第6話
4人で受付を済ませ、担当の先生の指示に従う。一旦教室に集まって、それから入学式場となる体育館に行くそうだ。その間に、シゲとのんちゃんは周りの人にメンチ切ってた。すごくやめてほしい。そういえば、やけに周りの人がこっち向いてヒソヒソ話してるけど、それはシゲとのんちゃんのせいだろう。
「それは違うよ?周りは俺たちがメンチ切ってんのにヒソヒソしてるんじゃない。」
「へ?」
急に僕の心を読んだような発言をするシゲ。なんでわかったんだ…?
「淳ちゃんは顔に出やすいからね、そんくらいすぐわかるよ。それに、俺はもう出会った時から淳ちゃんの虜だから!わかって当然!」
…最後の余計な二言は聞き流しておこう。でも、それじゃないなら何でヒソヒソしてるんだ?

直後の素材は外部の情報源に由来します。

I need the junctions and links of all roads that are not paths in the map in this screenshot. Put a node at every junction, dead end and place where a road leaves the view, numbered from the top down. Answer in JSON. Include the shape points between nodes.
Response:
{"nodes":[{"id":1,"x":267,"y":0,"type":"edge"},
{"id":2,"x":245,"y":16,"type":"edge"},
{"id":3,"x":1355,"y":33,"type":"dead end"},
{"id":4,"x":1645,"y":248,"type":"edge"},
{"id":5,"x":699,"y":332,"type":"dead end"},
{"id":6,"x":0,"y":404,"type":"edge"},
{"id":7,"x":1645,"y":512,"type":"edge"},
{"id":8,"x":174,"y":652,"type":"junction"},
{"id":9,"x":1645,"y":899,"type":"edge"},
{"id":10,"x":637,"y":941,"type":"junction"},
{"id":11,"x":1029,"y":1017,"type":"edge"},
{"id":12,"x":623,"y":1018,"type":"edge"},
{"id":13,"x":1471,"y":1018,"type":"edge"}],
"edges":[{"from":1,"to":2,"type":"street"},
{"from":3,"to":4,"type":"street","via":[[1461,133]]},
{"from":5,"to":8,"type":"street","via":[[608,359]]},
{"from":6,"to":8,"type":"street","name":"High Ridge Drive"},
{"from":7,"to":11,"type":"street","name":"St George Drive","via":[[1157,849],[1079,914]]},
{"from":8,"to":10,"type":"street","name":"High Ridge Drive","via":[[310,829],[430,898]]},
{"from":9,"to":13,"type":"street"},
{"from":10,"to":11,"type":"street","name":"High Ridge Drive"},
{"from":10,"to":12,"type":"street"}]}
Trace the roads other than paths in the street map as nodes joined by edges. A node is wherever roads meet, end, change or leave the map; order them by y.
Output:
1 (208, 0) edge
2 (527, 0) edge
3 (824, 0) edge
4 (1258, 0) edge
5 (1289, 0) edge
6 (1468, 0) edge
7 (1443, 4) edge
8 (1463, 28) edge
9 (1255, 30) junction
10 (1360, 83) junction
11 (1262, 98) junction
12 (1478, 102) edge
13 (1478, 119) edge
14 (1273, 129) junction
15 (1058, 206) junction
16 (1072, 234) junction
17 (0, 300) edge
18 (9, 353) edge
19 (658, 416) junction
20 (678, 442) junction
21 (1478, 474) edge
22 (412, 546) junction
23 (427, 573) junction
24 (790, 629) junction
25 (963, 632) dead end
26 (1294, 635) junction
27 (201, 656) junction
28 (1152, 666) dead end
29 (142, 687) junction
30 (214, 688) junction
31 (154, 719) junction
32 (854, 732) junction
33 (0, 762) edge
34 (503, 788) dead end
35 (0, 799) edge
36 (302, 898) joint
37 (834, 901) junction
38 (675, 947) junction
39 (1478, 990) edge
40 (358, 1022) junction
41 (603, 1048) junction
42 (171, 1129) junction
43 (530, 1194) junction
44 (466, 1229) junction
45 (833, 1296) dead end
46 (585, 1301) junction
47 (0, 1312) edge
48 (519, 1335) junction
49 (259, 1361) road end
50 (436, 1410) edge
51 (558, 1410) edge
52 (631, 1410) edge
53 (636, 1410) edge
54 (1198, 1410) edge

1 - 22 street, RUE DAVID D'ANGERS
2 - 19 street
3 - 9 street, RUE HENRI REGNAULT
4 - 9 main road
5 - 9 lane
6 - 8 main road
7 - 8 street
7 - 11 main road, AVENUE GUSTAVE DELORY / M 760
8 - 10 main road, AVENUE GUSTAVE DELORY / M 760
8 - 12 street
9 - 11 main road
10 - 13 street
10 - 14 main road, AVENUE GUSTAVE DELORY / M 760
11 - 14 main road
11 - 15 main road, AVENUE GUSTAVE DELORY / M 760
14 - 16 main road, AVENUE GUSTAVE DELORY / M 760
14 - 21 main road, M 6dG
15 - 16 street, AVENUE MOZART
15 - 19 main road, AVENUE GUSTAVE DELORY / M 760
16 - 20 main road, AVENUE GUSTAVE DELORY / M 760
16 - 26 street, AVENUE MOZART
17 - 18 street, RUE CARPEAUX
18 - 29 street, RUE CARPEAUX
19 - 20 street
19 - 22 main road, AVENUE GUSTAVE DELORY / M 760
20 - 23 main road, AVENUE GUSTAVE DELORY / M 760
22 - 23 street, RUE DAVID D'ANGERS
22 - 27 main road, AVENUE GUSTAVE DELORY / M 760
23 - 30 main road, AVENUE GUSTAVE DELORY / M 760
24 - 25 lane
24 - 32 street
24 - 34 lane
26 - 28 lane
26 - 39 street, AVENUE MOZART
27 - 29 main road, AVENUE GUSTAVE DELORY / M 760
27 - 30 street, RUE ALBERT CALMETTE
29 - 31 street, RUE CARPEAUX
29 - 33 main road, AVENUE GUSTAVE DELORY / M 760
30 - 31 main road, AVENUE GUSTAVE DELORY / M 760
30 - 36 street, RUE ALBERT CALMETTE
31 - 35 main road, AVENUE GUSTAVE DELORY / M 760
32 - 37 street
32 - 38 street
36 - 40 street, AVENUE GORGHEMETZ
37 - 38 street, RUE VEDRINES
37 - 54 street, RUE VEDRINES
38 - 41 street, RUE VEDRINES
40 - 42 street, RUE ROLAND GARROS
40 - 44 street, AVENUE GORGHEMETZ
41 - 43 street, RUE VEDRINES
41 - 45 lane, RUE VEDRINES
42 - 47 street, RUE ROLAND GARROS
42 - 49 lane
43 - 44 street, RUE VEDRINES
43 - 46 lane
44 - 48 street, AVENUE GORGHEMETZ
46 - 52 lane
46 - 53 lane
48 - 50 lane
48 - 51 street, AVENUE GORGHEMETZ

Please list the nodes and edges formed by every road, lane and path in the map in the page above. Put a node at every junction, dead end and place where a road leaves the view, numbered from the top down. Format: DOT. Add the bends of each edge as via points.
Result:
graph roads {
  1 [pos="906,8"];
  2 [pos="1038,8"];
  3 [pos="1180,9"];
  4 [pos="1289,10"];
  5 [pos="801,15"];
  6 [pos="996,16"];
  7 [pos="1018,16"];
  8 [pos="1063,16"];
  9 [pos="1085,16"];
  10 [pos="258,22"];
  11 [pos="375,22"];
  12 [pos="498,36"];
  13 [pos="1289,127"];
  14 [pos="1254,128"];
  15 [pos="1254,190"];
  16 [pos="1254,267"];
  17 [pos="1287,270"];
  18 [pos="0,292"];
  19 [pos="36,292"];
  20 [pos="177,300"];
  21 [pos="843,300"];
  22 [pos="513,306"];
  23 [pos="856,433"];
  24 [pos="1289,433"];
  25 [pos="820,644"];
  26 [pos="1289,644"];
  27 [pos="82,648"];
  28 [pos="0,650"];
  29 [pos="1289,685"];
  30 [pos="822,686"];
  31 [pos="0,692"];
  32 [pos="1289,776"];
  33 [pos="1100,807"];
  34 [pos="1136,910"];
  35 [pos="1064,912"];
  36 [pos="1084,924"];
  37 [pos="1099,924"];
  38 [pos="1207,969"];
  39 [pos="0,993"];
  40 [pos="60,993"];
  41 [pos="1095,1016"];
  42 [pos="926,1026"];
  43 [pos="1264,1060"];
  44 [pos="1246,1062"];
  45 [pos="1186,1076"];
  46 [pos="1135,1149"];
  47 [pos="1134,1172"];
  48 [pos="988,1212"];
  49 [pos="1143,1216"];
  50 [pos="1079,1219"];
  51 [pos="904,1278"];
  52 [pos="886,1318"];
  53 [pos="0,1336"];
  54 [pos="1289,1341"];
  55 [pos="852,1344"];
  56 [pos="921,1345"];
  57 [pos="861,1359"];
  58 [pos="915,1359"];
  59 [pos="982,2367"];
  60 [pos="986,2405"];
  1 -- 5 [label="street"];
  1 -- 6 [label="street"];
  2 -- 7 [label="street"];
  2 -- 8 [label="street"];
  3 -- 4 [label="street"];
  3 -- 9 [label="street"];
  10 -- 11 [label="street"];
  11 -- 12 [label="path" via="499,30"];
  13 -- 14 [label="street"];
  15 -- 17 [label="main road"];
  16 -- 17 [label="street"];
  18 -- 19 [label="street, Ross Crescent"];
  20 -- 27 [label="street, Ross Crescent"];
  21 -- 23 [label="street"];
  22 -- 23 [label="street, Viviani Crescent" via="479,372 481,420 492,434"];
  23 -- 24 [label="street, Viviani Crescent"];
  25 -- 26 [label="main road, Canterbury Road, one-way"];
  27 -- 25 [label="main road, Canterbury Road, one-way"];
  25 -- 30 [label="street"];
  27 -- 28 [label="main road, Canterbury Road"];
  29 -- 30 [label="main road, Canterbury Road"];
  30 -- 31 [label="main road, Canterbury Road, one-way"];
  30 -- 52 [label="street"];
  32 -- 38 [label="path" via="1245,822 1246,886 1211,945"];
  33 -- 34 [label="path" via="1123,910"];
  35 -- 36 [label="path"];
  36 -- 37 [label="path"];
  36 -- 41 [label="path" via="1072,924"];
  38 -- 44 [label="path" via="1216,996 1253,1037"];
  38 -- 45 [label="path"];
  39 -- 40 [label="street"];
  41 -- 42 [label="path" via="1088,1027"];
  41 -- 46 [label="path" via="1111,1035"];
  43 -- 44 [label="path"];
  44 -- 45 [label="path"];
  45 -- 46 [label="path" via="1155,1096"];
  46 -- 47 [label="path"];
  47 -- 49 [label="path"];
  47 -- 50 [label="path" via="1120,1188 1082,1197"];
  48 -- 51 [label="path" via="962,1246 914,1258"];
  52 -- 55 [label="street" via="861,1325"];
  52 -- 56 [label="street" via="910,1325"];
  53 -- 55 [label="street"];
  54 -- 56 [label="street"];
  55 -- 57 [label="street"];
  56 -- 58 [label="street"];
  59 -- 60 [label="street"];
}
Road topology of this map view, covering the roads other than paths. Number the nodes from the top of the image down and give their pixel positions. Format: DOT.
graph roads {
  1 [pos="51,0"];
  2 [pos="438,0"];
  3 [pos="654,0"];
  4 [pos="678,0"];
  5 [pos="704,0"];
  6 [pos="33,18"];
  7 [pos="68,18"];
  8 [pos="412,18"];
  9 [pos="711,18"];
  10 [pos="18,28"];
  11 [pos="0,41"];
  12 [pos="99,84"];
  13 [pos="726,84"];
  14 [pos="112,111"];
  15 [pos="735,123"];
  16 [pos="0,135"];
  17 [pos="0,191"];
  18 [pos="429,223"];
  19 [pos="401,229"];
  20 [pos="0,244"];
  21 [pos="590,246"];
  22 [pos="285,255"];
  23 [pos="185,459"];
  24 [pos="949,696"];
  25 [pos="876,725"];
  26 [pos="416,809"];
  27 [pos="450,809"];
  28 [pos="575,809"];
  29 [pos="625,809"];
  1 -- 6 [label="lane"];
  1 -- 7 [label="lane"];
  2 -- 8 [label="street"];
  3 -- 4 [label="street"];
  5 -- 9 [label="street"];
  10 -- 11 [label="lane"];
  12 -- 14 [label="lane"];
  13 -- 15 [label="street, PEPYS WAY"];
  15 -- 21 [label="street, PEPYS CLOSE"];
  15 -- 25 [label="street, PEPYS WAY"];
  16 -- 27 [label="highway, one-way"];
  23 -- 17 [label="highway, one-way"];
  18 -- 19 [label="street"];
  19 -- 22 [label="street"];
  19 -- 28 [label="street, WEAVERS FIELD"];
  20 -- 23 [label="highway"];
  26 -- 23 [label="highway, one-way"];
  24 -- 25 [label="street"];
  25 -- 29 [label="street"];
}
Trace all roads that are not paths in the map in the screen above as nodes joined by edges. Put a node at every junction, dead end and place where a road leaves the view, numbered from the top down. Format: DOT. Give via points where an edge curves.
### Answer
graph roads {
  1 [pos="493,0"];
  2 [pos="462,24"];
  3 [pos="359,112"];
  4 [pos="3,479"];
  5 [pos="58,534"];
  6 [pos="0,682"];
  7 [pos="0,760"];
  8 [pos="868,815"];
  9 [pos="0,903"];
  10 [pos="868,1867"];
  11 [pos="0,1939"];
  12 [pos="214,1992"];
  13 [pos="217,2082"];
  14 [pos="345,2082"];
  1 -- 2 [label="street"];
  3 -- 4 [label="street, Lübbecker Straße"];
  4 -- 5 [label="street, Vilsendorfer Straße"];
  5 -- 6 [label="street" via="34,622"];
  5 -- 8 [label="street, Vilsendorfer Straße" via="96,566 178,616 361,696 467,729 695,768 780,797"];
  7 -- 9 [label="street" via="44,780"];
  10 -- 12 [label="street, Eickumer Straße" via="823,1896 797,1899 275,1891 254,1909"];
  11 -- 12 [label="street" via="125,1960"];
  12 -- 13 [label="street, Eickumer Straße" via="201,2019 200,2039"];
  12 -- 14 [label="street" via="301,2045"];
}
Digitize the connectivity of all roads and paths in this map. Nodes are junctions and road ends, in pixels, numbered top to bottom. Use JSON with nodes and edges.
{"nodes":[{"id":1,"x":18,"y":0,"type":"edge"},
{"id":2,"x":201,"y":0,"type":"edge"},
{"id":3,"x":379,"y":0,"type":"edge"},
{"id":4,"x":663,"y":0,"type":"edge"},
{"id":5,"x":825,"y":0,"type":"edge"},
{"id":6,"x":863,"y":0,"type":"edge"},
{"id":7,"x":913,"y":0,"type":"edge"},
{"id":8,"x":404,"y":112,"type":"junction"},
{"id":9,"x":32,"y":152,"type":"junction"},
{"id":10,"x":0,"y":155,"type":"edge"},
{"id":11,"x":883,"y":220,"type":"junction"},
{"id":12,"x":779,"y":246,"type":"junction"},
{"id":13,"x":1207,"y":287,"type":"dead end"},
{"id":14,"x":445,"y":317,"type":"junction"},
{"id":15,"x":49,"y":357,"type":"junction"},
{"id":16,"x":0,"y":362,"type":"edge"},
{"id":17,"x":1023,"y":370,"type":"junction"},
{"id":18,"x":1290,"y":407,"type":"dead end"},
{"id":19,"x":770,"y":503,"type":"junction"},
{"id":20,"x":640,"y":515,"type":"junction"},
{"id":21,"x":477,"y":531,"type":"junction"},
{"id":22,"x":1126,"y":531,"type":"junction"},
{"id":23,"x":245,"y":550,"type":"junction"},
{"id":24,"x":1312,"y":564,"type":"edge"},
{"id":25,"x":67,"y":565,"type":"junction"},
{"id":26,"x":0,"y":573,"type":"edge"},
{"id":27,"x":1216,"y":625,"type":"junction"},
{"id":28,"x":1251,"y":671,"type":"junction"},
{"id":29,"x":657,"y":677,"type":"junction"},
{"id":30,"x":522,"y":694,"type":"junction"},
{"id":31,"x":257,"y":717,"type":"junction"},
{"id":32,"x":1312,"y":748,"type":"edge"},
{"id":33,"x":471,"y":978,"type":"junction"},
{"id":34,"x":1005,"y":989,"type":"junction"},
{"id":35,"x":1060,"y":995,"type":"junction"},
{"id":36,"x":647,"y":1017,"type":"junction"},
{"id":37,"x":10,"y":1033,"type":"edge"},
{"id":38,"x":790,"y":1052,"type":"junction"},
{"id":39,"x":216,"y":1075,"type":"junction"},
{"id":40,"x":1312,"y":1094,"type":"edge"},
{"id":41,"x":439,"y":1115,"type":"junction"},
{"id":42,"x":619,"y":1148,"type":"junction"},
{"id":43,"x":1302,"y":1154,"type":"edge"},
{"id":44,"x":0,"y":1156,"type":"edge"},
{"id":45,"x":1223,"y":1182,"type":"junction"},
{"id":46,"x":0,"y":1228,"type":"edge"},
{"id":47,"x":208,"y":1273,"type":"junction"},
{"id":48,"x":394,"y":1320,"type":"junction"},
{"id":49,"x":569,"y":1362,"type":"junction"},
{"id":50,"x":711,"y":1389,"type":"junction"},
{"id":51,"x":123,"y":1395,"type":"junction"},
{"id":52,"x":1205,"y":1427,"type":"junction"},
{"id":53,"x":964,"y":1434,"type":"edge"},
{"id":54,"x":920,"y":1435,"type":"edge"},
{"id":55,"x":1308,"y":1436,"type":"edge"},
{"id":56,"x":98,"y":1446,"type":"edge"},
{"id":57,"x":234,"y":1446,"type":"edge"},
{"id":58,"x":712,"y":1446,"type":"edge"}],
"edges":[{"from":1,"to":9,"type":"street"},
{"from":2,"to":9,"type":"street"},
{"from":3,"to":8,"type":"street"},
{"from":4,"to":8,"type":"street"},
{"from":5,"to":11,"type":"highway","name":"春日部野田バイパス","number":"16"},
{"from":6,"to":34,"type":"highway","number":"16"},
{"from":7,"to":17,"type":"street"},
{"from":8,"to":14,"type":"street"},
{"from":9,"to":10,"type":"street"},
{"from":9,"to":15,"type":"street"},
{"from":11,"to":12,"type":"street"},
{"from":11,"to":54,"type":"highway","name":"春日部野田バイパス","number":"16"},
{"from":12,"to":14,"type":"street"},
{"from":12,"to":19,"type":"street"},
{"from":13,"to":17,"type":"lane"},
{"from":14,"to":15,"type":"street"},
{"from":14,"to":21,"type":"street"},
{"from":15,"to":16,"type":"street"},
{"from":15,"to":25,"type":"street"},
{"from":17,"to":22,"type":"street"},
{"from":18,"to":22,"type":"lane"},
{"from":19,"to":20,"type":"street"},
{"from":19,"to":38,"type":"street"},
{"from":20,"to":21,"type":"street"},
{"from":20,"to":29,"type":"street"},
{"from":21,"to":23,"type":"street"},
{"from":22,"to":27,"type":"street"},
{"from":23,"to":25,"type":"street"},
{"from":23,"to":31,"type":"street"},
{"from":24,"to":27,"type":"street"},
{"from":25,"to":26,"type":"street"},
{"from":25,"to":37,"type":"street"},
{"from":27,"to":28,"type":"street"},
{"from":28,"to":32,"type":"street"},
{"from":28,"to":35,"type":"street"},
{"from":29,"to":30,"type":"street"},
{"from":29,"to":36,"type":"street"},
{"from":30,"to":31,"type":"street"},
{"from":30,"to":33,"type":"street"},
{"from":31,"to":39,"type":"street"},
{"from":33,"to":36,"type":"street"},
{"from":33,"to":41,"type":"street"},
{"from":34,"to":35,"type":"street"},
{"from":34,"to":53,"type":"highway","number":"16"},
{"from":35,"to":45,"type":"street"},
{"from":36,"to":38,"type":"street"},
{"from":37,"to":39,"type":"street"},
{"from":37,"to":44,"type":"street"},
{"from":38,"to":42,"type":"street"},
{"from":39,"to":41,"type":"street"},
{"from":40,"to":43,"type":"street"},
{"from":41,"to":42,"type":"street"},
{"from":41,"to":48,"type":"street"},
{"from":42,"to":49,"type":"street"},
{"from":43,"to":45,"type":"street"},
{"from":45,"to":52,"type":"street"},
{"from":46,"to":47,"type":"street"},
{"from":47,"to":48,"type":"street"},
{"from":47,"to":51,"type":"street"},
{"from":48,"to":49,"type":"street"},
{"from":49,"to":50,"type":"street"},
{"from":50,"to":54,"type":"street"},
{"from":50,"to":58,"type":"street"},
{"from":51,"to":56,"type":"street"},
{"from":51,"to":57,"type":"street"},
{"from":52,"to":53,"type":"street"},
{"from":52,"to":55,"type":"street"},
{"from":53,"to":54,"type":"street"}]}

「貴方たちのことですよ。多分、可愛いとか言われてるんでしょ?」
「噓だぁ!そんなわけないじゃん!」
のんちゃんの言葉にすかさず星が反論する。僕も星の意見に賛成。
「僕たちなんかにキャーキャー言ったって…」
「はぁ…いい加減、自分の可愛さに気づいてくれません?僕たちもお兄さんたちも、毎日可愛いって悶えてるじゃないですか。」
「それはお前らが異常なだけだよ。」
「淳ちゃんもセイセイも、昔から変わらず鈍感だね〜。」
今更だが、シゲは星の事をセイセイと呼ぶ。ちなみに、パンダみたいというツッコミは、聞き飽きたのでやめてほしいらしい。
そんなこんなで教室に着きドアを開けると、中にいた同じクラスの人たちが一斉にこっちを見た。そして、驚いたような顔をすると、すぐに周りがざわつき始めた。
「…僕たち、何かしちゃったかな?」
「俺全く身に覚えがないんだけど。」
すると、僕はシゲに、星はのんちゃんに後ろからカップルがするように腕を絡められた。2人はそのまま黒板の前まで行き席を確認すると、
「よっしゃ!俺セイセイの隣で淳ちゃんの後ろ!」
「僕は星くんの前で淳くんの右隣です!」
と、みんなに聞こえる声で言い放った。確認してみると、確かにそうなってた。少しうんざりしながら席まで行って荷物を置くと、前の席の子が話しかけてくれた。
「初めまして、俺は京本龍之介。よろしくな!」
「あ、初めまして!僕は西条淳です。斜め後ろにいるのが、僕の双子の弟の西条星。よろしくお願いし…」
そこまで言いかけると、シゲが突然強引に割り込んできた。
「どーも!淳ちゃんの幼馴染の重本大です!よろしくなー!」
僕の横では、のんちゃんがニコニコしながらこっちを見ていた。…目が笑ってないからすっごく怖いんだけど。
「2人とも、それ以上龍之介くんを威嚇するんだったら、俺も淳もお前らのこと嫌いになっちゃうよ?」
「「それだけはやめて(ください)!」」
2人の声が綺麗に揃った。その声が大きかったから、みんな何事かと思ってこちらを見ている。
「…大変そうだな、ウチみたいに。」
「へ?も、もしかして、龍之介くん、お兄ちゃんとかいる?」
「上に1人と下に1人いる。上の方が結構なブラコンで、今日も苦労したんだよな。」
「それめっちゃわかる!朝とかいっつも大変だよね!」
「俺たちはそこに更に
「俺も俺も!そいつが所構わず抱きついてくるようなやつでさ、同じクラスになった事を恨みたい。」
「今日は来てないの?」
「いや、一緒に行こうってうるさかったから置いて来た。」
その時、大きな音を立ててドアが開いた。